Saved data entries
++++++++

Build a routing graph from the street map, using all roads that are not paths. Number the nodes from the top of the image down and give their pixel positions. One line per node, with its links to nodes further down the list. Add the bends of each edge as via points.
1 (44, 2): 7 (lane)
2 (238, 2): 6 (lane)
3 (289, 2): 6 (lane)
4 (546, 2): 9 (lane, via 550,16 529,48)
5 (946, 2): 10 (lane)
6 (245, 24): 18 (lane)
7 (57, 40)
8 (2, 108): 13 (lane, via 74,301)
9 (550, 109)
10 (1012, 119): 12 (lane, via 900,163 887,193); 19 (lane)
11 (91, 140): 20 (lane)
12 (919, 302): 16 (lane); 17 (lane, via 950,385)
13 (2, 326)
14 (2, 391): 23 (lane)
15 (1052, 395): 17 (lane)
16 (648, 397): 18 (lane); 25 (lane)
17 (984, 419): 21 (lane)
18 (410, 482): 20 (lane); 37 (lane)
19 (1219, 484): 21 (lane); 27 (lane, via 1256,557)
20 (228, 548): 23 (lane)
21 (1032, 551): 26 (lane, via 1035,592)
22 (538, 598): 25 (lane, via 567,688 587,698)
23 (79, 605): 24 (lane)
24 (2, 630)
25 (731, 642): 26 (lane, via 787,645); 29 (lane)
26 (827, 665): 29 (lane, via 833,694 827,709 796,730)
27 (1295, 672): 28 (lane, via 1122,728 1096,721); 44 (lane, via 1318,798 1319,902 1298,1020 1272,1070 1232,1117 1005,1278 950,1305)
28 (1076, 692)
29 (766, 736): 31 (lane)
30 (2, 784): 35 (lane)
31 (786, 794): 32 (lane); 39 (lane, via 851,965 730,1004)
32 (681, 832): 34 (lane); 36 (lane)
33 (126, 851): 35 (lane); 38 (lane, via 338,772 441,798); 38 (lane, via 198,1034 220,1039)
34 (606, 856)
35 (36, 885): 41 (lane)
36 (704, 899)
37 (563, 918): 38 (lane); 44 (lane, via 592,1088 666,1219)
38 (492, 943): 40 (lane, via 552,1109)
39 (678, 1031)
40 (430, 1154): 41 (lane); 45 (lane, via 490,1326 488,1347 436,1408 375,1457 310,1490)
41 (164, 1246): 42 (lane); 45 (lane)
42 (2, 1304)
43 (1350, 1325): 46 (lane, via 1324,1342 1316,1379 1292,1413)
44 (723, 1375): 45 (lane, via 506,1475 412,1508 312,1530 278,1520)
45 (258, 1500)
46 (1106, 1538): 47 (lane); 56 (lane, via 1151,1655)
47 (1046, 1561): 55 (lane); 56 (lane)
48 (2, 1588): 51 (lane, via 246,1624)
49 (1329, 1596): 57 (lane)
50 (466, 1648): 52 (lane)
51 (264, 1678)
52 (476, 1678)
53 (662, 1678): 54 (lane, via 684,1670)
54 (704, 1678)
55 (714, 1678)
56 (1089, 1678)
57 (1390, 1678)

++++++++

Aim of the task: Exact retyping of every entry is required.

Response to the exercise:
Build a routing graph from the street map, using all roads that are not paths. Number the nodes from the top of the image down and give their pixel positions. One line per node, with its links to nodes further down the list. Add the bends of each edge as via points.
1 (44, 2): 7 (lane)
2 (238, 2): 6 (lane)
3 (289, 2): 6 (lane)
4 (546, 2): 9 (lane, via 550,16 529,48)
5 (946, 2): 10 (lane)
6 (245, 24): 18 (lane)
7 (57, 40)
8 (2, 108): 13 (lane, via 74,301)
9 (550, 109)
10 (1012, 119): 12 (lane, via 900,163 887,193); 19 (lane)
11 (91, 140): 20 (lane)
12 (919, 302): 16 (lane); 17 (lane, via 950,385)
13 (2, 326)
14 (2, 391): 23 (lane)
15 (1052, 395): 17 (lane)
16 (648, 397): 18 (lane); 25 (lane)
17 (984, 419): 21 (lane)
18 (410, 482): 20 (lane); 37 (lane)
19 (1219, 484): 21 (lane); 27 (lane, via 1256,557)
20 (228, 548): 23 (lane)
21 (1032, 551): 26 (lane, via 1035,592)
22 (538, 598): 25 (lane, via 567,688 587,698)
23 (79, 605): 24 (lane)
24 (2, 630)
25 (731, 642): 26 (lane, via 787,645); 29 (lane)
26 (827, 665): 29 (lane, via 833,694 827,709 796,730)
27 (1295, 672): 28 (lane, via 1122,728 1096,721); 44 (lane, via 1318,798 1319,902 1298,1020 1272,1070 1232,1117 1005,1278 950,1305)
28 (1076, 692)
29 (766, 736): 31 (lane)
30 (2, 784): 35 (lane)
31 (786, 794): 32 (lane); 39 (lane, via 851,965 730,1004)
32 (681, 832): 34 (lane); 36 (lane)
33 (126, 851): 35 (lane); 38 (lane, via 338,772 441,798); 38 (lane, via 198,1034 220,1039)
34 (606, 856)
35 (36, 885): 41 (lane)
36 (704, 899)
37 (563, 918): 38 (lane); 44 (lane, via 592,1088 666,1219)
38 (492, 943): 40 (lane, via 552,1109)
39 (678, 1031)
40 (430, 1154): 41 (lane); 45 (lane, via 490,1326 488,1347 436,1408 375,1457 310,1490)
41 (164, 1246): 42 (lane); 45 (lane)
42 (2, 1304)
43 (1350, 1325): 46 (lane, via 1324,1342 1316,1379 1292,1413)
44 (723, 1375): 45 (lane, via 506,1475 412,1508 312,1530 278,1520)
45 (258, 1500)
46 (1106, 1538): 47 (lane); 56 (lane, via 1151,1655)
47 (1046, 1561): 55 (lane); 56 (lane)
48 (2, 1588): 51 (lane, via 246,1624)
49 (1329, 1596): 57 (lane)
50 (466, 1648): 52 (lane)
51 (264, 1678)
52 (476, 1678)
53 (662, 1678): 54 (lane, via 684,1670)
54 (704, 1678)
55 (714, 1678)
56 (1089, 1678)
57 (1390, 1678)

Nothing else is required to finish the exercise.